What you need to do ->
The goal is an unaltered copy of the records below, minus any images.

Dataset excerpts
= = =

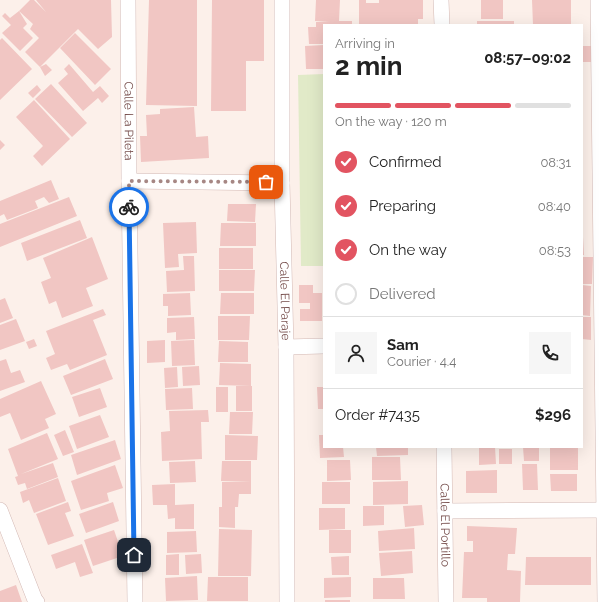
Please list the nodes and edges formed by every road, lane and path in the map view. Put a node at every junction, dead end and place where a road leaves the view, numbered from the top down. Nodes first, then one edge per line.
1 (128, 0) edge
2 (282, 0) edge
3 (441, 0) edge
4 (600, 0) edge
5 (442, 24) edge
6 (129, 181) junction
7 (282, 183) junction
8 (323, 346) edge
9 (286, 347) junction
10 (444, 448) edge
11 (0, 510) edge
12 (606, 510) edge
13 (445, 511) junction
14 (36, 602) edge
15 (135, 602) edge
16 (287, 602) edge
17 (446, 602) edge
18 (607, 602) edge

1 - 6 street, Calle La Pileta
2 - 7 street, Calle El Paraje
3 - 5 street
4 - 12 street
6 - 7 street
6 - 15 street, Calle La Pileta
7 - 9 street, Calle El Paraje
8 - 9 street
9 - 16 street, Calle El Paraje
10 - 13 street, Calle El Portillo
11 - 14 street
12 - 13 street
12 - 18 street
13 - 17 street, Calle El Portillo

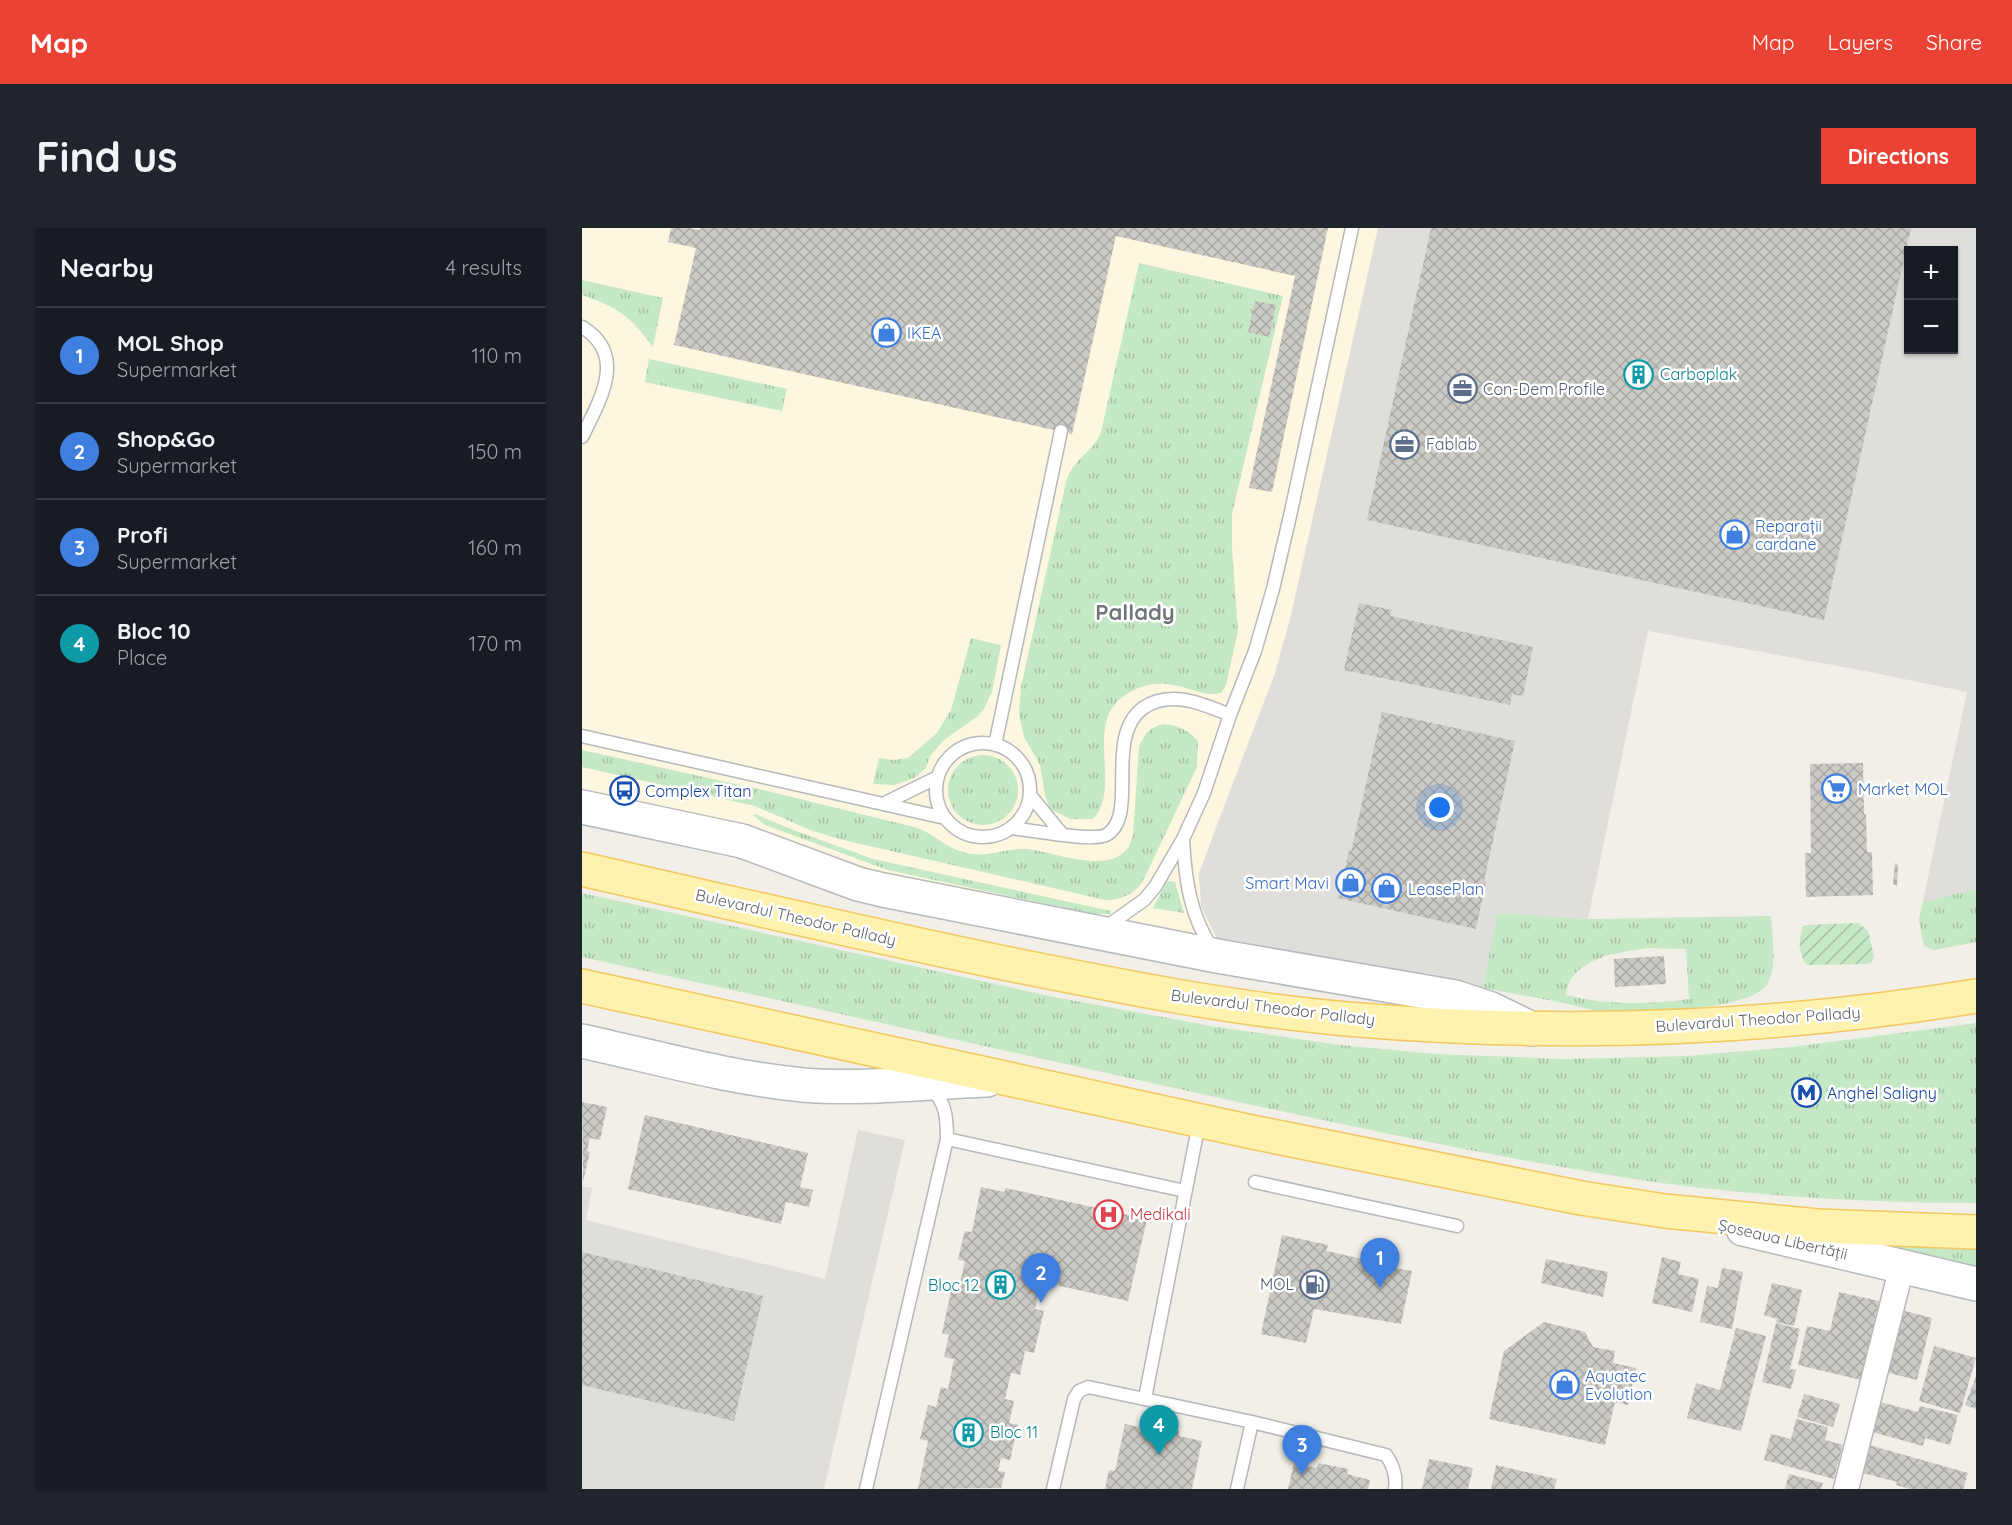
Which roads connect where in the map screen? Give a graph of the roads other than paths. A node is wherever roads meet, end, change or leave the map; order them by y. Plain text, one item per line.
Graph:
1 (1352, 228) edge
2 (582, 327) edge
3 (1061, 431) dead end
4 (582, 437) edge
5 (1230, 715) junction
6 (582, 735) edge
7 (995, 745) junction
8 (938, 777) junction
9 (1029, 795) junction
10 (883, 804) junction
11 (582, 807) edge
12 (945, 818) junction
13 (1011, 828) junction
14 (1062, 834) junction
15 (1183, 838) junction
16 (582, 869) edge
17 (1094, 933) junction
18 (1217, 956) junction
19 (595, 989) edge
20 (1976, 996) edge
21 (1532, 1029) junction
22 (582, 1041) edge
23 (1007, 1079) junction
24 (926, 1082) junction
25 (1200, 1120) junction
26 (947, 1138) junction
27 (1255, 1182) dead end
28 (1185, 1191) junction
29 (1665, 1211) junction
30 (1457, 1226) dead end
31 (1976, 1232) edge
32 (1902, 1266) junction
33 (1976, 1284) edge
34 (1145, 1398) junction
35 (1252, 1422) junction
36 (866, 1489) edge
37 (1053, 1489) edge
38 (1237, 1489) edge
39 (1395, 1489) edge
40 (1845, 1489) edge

= = =

Solution to this problem ->
Please list the nodes and edges formed by every road, lane and path in the map view. Put a node at every junction, dead end and place where a road leaves the view, numbered from the top down. Nodes first, then one edge per line.
1 (128, 0) edge
2 (282, 0) edge
3 (441, 0) edge
4 (600, 0) edge
5 (442, 24) edge
6 (129, 181) junction
7 (282, 183) junction
8 (323, 346) edge
9 (286, 347) junction
10 (444, 448) edge
11 (0, 510) edge
12 (606, 510) edge
13 (445, 511) junction
14 (36, 602) edge
15 (135, 602) edge
16 (287, 602) edge
17 (446, 602) edge
18 (607, 602) edge

1 - 6 street, Calle La Pileta
2 - 7 street, Calle El Paraje
3 - 5 street
4 - 12 street
6 - 7 street
6 - 15 street, Calle La Pileta
7 - 9 street, Calle El Paraje
8 - 9 street
9 - 16 street, Calle El Paraje
10 - 13 street, Calle El Portillo
11 - 14 street
12 - 13 street
12 - 18 street
13 - 17 street, Calle El Portillo

Which roads connect where in the map screen? Give a graph of the roads other than paths. A node is wherever roads meet, end, change or leave the map; order them by y. Plain text, one item per line.
Graph:
1 (1352, 228) edge
2 (582, 327) edge
3 (1061, 431) dead end
4 (582, 437) edge
5 (1230, 715) junction
6 (582, 735) edge
7 (995, 745) junction
8 (938, 777) junction
9 (1029, 795) junction
10 (883, 804) junction
11 (582, 807) edge
12 (945, 818) junction
13 (1011, 828) junction
14 (1062, 834) junction
15 (1183, 838) junction
16 (582, 869) edge
17 (1094, 933) junction
18 (1217, 956) junction
19 (595, 989) edge
20 (1976, 996) edge
21 (1532, 1029) junction
22 (582, 1041) edge
23 (1007, 1079) junction
24 (926, 1082) junction
25 (1200, 1120) junction
26 (947, 1138) junction
27 (1255, 1182) dead end
28 (1185, 1191) junction
29 (1665, 1211) junction
30 (1457, 1226) dead end
31 (1976, 1232) edge
32 (1902, 1266) junction
33 (1976, 1284) edge
34 (1145, 1398) junction
35 (1252, 1422) junction
36 (866, 1489) edge
37 (1053, 1489) edge
38 (1237, 1489) edge
39 (1395, 1489) edge
40 (1845, 1489) edge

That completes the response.